# Problem to work on:
Please retype every entry as written, and keep the pictures out.

>>>

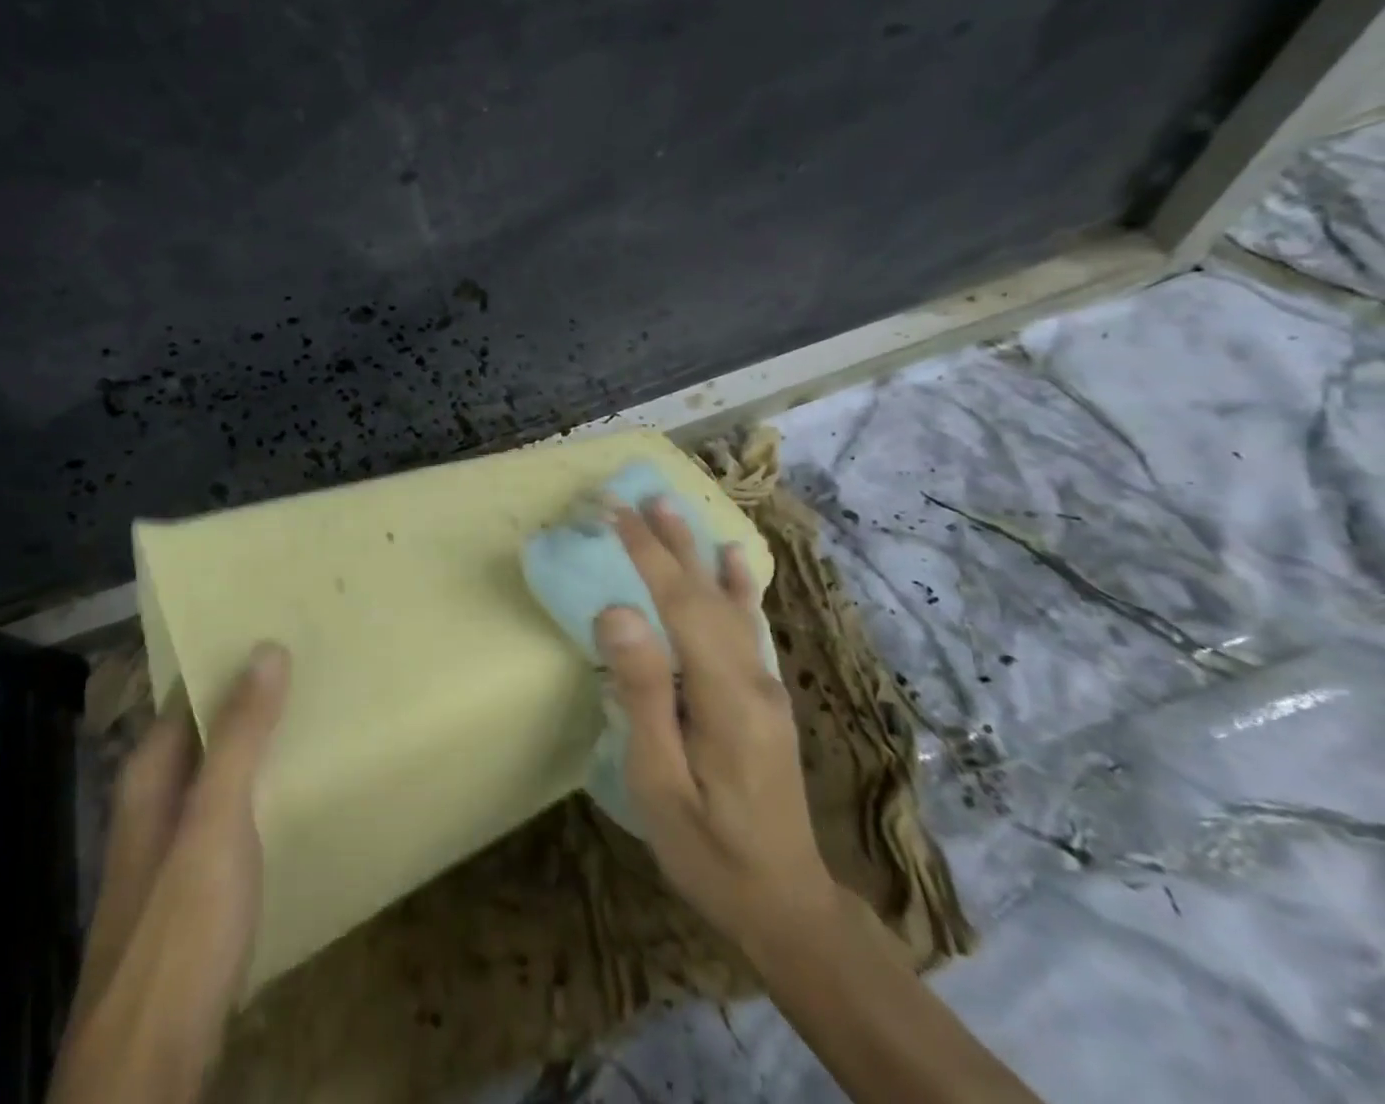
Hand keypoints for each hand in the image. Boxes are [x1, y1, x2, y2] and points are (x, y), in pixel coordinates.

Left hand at [50, 643, 290, 1103]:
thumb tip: (266, 647)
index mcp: (150, 773)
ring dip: (258, 737)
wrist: (150, 1063)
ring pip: (220, 767)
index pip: (186, 690)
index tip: (276, 621)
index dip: (226, 656)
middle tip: (312, 655)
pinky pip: (233, 806)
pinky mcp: (198, 882)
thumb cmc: (179, 928)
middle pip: (204, 726)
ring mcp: (175, 843)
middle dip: (250, 692)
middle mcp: (156, 799)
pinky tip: (298, 781)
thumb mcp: (214, 821)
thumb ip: (238, 736)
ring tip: (315, 704)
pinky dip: (262, 781)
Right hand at [594, 500, 835, 952]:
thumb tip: (618, 612)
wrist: (787, 906)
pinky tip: (735, 561)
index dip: (646, 553)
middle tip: (637, 493)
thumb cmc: (710, 852)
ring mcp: (766, 686)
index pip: (681, 603)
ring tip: (673, 509)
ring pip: (728, 602)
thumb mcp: (662, 783)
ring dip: (697, 551)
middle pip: (706, 593)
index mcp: (725, 696)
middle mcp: (753, 678)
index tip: (614, 511)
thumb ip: (643, 695)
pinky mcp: (766, 698)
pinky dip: (736, 585)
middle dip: (668, 540)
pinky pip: (746, 626)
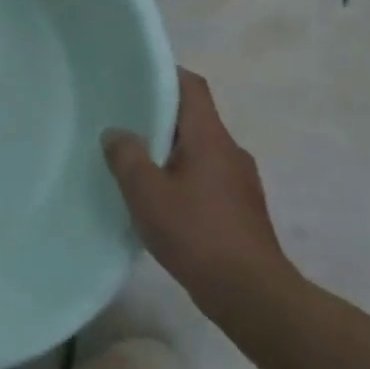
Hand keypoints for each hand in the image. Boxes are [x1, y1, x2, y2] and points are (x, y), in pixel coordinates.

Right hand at [102, 70, 293, 301]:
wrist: (252, 294)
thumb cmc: (197, 234)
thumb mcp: (146, 193)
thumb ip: (127, 157)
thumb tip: (117, 133)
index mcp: (211, 139)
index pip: (193, 88)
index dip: (166, 74)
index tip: (135, 74)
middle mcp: (231, 152)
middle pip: (193, 119)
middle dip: (159, 117)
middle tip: (121, 121)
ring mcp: (240, 182)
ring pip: (198, 151)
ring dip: (169, 151)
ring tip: (134, 163)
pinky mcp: (240, 210)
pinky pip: (205, 178)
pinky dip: (181, 178)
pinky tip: (158, 201)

<<<

# Answer box:
Hand keypoints for each hand in the image. Boxes are [x1, y1, x2, y2] and points are (x, y), in pixel coordinates.

Left hand at [50, 643, 290, 1103]:
thumb tip: (266, 647)
index mcp: (150, 773)
ring dip: (258, 737)
wrist: (150, 1063)
ring pip: (220, 767)
index pip: (186, 690)
index tip: (276, 621)
index dip: (226, 656)
middle tip: (312, 655)
pinky pip: (233, 806)
pinky mcp: (198, 882)
thumb cmc: (179, 928)
middle pip: (204, 726)
ring mcp: (175, 843)
middle dip: (250, 692)
middle mcp: (156, 799)
pinky tip: (298, 781)
thumb mcp: (214, 821)
thumb ip: (238, 736)
ring tip: (315, 704)
pinky dip: (262, 781)
Right hand at [594, 500, 835, 952]:
thumb tip: (618, 612)
wrist: (787, 906)
pinky tip: (735, 561)
index dip: (646, 553)
middle tip: (637, 493)
thumb cmc: (710, 852)
ring mcp: (766, 686)
index pip: (681, 603)
ring tip: (673, 509)
ring pip: (728, 602)
thumb mcp: (662, 783)
ring dip: (697, 551)
middle pip: (706, 593)
index mcp: (725, 696)
middle mcp: (753, 678)
index tip: (614, 511)
thumb ip: (643, 695)
pinky mcp: (766, 698)
pinky dip: (736, 585)
middle dip: (668, 540)
pinky pip: (746, 626)
Hand keypoints for each hand in the image. Boxes are [x1, y1, x2, y2] and points are (x, y), in pixel coordinates.

Right hand at [102, 70, 293, 301]:
wrist: (252, 294)
thumb cmc: (197, 234)
thumb mcp: (146, 193)
thumb ip: (127, 157)
thumb tip: (117, 133)
index mcp: (211, 139)
index pip: (193, 88)
index dip: (166, 74)
index tip: (135, 74)
middle mcp: (231, 152)
middle pip: (193, 119)
middle dip: (159, 117)
middle tip: (121, 121)
ring mcp: (240, 182)
ring pip: (198, 151)
ring dip: (169, 151)
ring tip: (134, 163)
pinky mcp: (240, 210)
pinky pip: (205, 178)
pinky dip: (181, 178)
pinky tip: (158, 201)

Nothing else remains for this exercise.